Today, he is perhaps primarily remembered for having ruined Rachmaninoff's 1st Symphony, when he was apparently too drunk to conduct it at its premiere in 1897, whether he understood the piece or not. Glazunov, like Mussorgsky, was one of Russian music's more notorious drinkers: there is the probably true story told by Shostakovich how, in his lessons, Glazunov would sip his booze through a tube hidden in his coat connected to a flask hidden in a desk drawer.

Shostakovich, Student
And as he was known as Rimsky's student during his lifetime, he became known as Shostakovich's teacher to the next century: he perhaps saw in this precocious young student – who began at the Conservatory when he was 13 – a reflection of himself. He followed his development, helped him with scholarships and arranged for the premiere of his 1st Symphony in 1926 in the same hall where his own 1st Symphony had been premiered to much surprise 44 years earlier. And it was, after all, the starting point for what would become the international career of the future leading composer of the Soviet Union, then a mere 19-year-old student wearing thick, round glasses and gawking back at that audience with as much curiosity as they looked at him when he'd come out to take his awkward bow.

(By the way, you can hear Shostakovich's 1st Symphony at the May Masterworks concert with the Harrisburg Symphony & Stuart Malina.)

In the game of “what if,” one can ask “what if Glazunov didn't have to deal with the chaos that followed the 1917 Revolution?” What if he didn't have to worry about composing because his supply of manuscript paper was about to run out and wouldn't likely be replenished, given the rationings during the Civil War? What if he had left for Paris in 1917 when so many others left their vanishing culture behind? (Leaving Russia didn't help Rachmaninoff much: he hardly ever composed again after he emigrated to the West.) But what would have happened to Shostakovich if Glazunov hadn't been there to mentor him?

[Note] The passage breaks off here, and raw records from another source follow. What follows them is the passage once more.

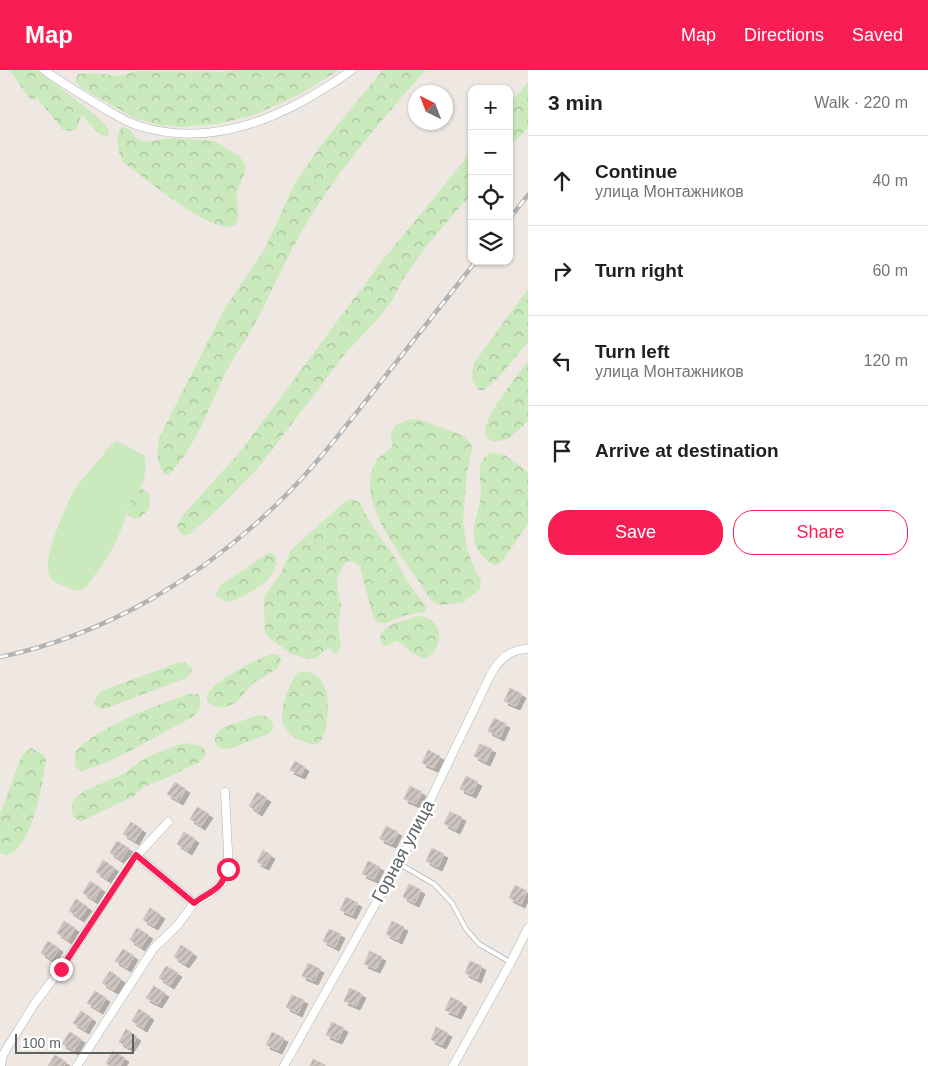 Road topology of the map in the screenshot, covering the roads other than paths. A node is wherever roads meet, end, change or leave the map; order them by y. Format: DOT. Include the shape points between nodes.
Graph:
graph roads {
  1 [pos="44,70"];
  2 [pos="352,70"];
  3 [pos="528,649"];
  4 [pos="225,792"];
  5 [pos="168,822"];
  6 [pos="136,855"];
  7 [pos="398,863"];
  8 [pos="194,903"];
  9 [pos="528,928"];
  10 [pos="511,962"];
  11 [pos="1,1066"];
  12 [pos="77,1066"];
  13 [pos="284,1066"];
  14 [pos="453,1066"];
  1 -- 2 [label="street" via="137,125 167,132 228,130 270,118 311,97"];
  3 -- 7 [label="street, Горная улица" via="516,650 494,669"];
  4 -- 8 [label="street" via="228,869 218,888"];
  5 -- 6 [label="street"];
  6 -- 8 [label="street"];
  6 -- 11 [label="street" via="35,1004 3,1055"];
  7 -- 10 [label="lane" via="434,884 452,903 479,944"];
  7 -- 13 [label="street, Горная улица"];
  8 -- 12 [label="street" via="177,926 154,948"];
  9 -- 10 [label="street"];
  10 -- 14 [label="street"];
}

So, in many ways, Glazunov's Violin Concerto is a reflection of a soon-to-be-lost age – not just Russia's but also the composer's. Following 1905, most of his energies would be taken up as a teacher and administrator. And with his society in free-fall, what was there for an artist to grab onto to present any kind of artistic vision? He was hardly the man to suddenly start producing proletarian music!

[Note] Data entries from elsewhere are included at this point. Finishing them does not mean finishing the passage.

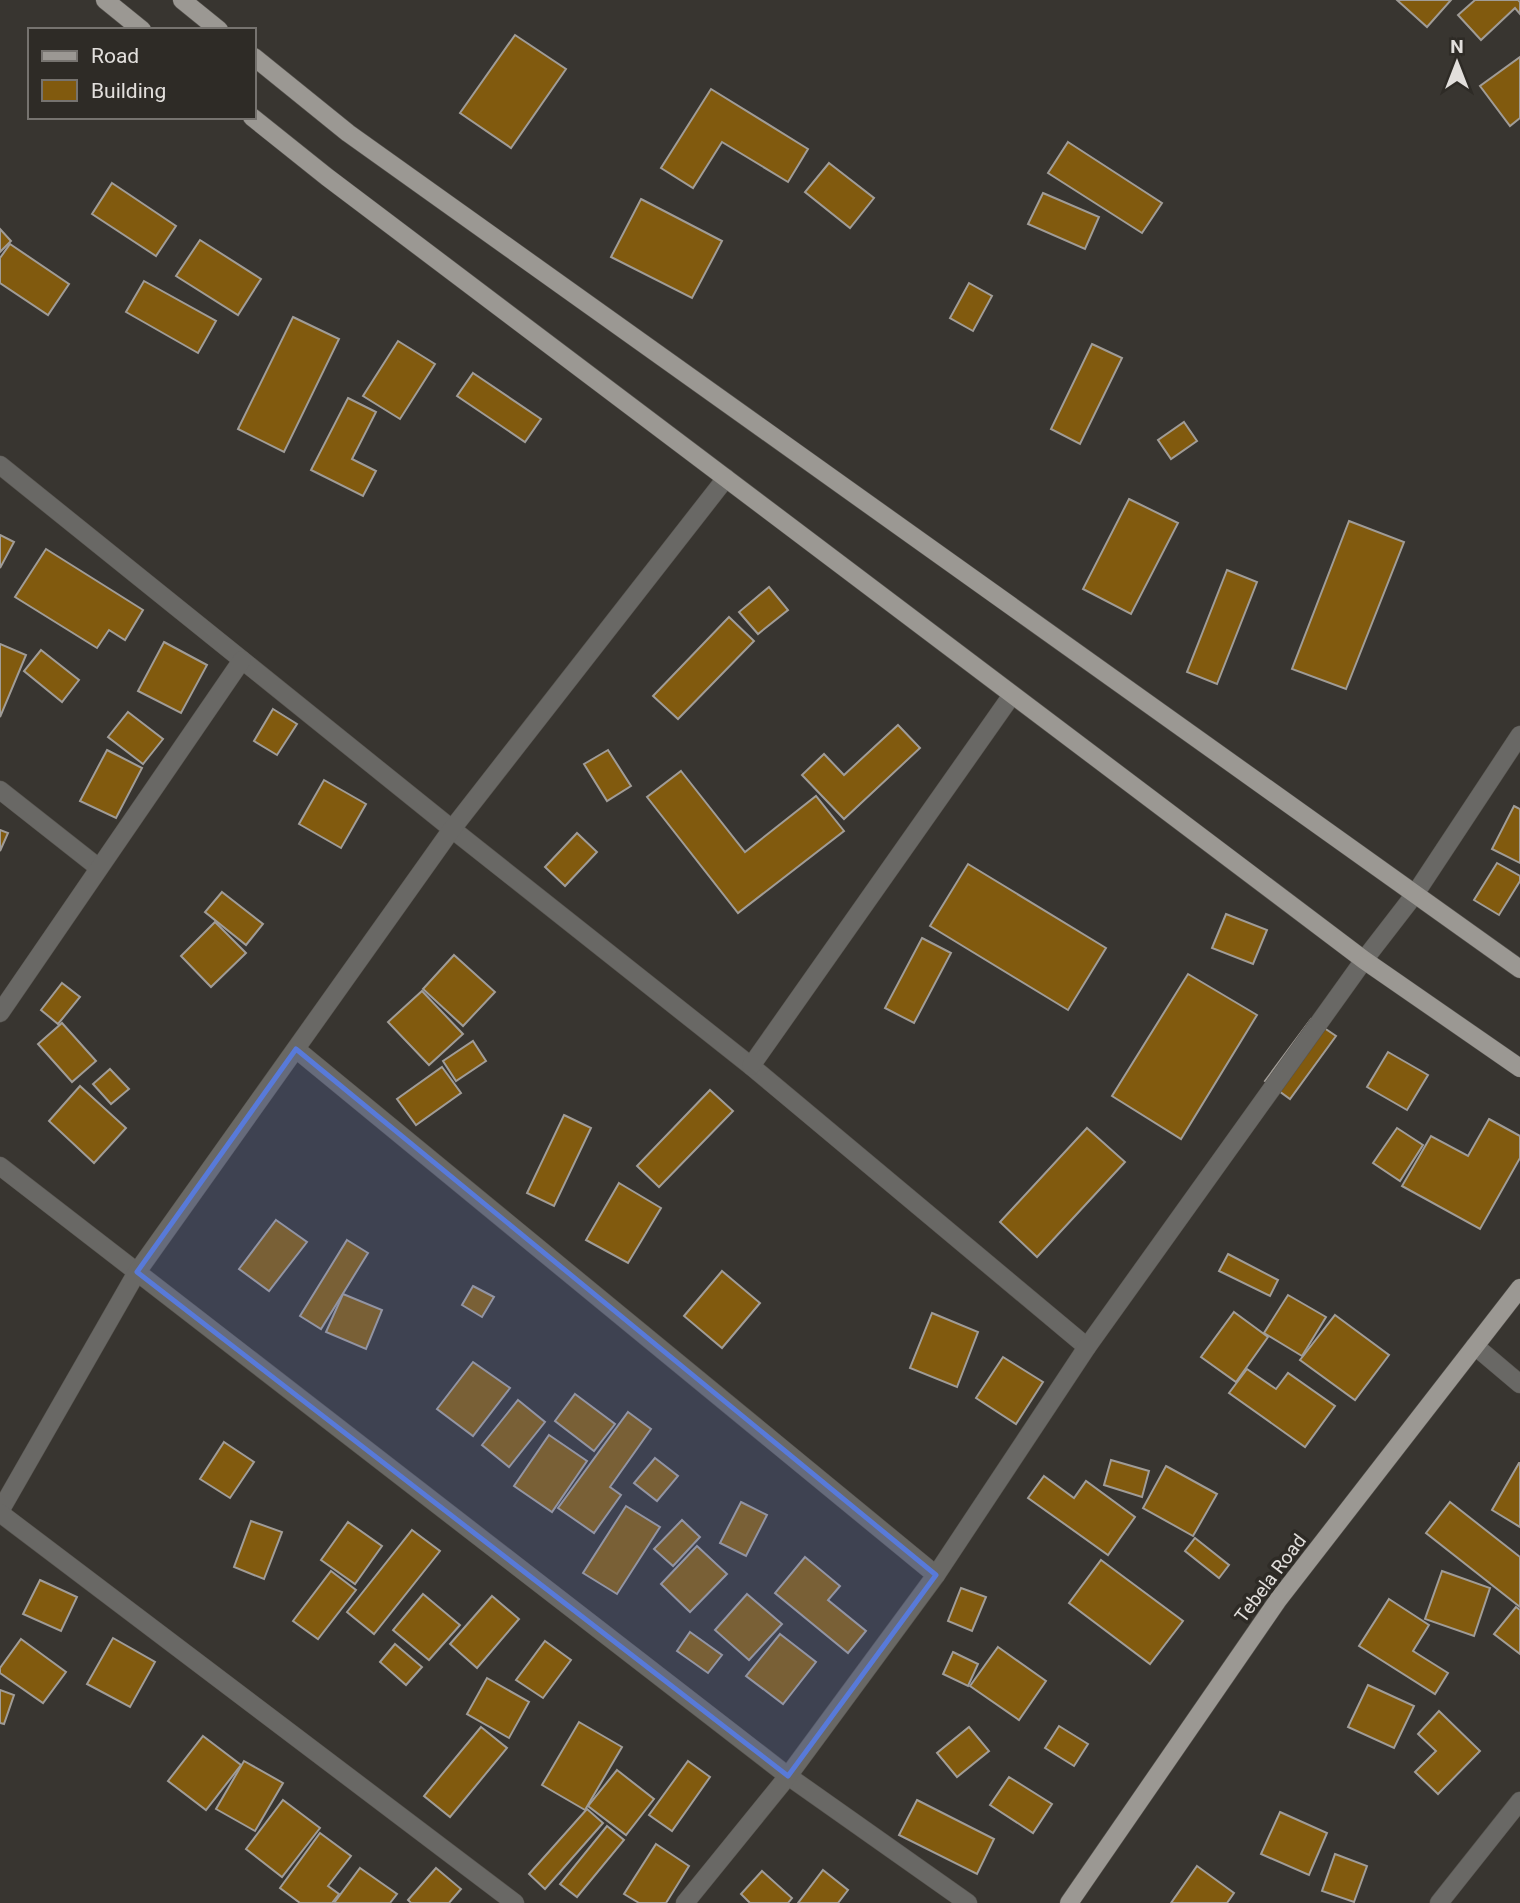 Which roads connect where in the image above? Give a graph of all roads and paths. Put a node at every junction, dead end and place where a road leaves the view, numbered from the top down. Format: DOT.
graph roads {
  1 [pos="105,0"];
  2 [pos="182,0"];
  3 [pos="140,28"];
  4 [pos="217,28"];
  5 [pos="256,59"];
  6 [pos="254,119"];
  7 [pos="0,466"];
  8 [pos="726,478"];
  9 [pos="242,660"];
  10 [pos="1012,695"];
  11 [pos="1520,735"];
  12 [pos="0,790"];
  13 [pos="452,829"];
  14 [pos="99,868"];
  15 [pos="1415,894"];
  16 [pos="1364,960"];
  17 [pos="1520,970"];
  18 [pos="0,1013"];
  19 [pos="296,1049"];
  20 [pos="751,1066"];
  21 [pos="1520,1068"];
  22 [pos="0,1166"];
  23 [pos="137,1272"];
  24 [pos="1520,1289"];
  25 [pos="1475,1346"];
  26 [pos="1087,1347"];
  27 [pos="1520,1384"];
  28 [pos="0,1512"];
  29 [pos="936,1575"];
  30 [pos="788,1776"];
  31 [pos="1520,1801"];
  32 [pos="515,1903"];
  33 [pos="685,1903"];
  34 [pos="968,1903"];
  35 [pos="1069,1903"];
  36 [pos="1440,1903"];
  1 -- 3 [label="main road"];
  2 -- 4 [label="main road"];
  5 -- 15 [label="main road"];
  6 -- 8 [label="main road"];
  7 -- 9 [label="street"];
  8 -- 10 [label="main road"];
  8 -- 13 [label="street"];
  9 -- 13 [label="street"];
  9 -- 14 [label="street"];
  10 -- 16 [label="main road"];
  10 -- 20 [label="street"];
  11 -- 15 [label="street"];
  12 -- 14 [label="street"];
  13 -- 19 [label="street"];
  13 -- 20 [label="street"];
  14 -- 18 [label="street"];
  15 -- 16 [label="street"];
  15 -- 17 [label="main road"];
  16 -- 21 [label="main road"];
  16 -- 26 [label="street"];
  19 -- 23 [label="street"];
  19 -- 29 [label="street"];
  20 -- 26 [label="street"];
  22 -- 23 [label="street"];
  23 -- 28 [label="street"];
  23 -- 30 [label="street"];
  24 -- 25 [label="main road, Tebela Road"];
  25 -- 27 [label="street"];
  25 -- 35 [label="main road, Tebela Road"];
  26 -- 29 [label="street"];
  28 -- 32 [label="street"];
  29 -- 30 [label="street"];
  30 -- 33 [label="street"];
  30 -- 34 [label="street"];
  31 -- 36 [label="street"];
}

Whatever others might have been able to do, it was not within Glazunov's talent to find an answer, as he himself might probably have been the first to admit. Everything had come easily to him: his “creative crisis” of 1890 was the first sign he was out-growing his role as a prodigy; another one, following 1905, when he was now 40, might have been a mid-life crisis in the best of times. It's not that he stopped composing, but, with few exceptions, he was unable to produce much that was comparable to the quality of what he'd written before.

It is not surprising his last string quartet, written in Paris in 1930, was subtitled “Homage to the Past.”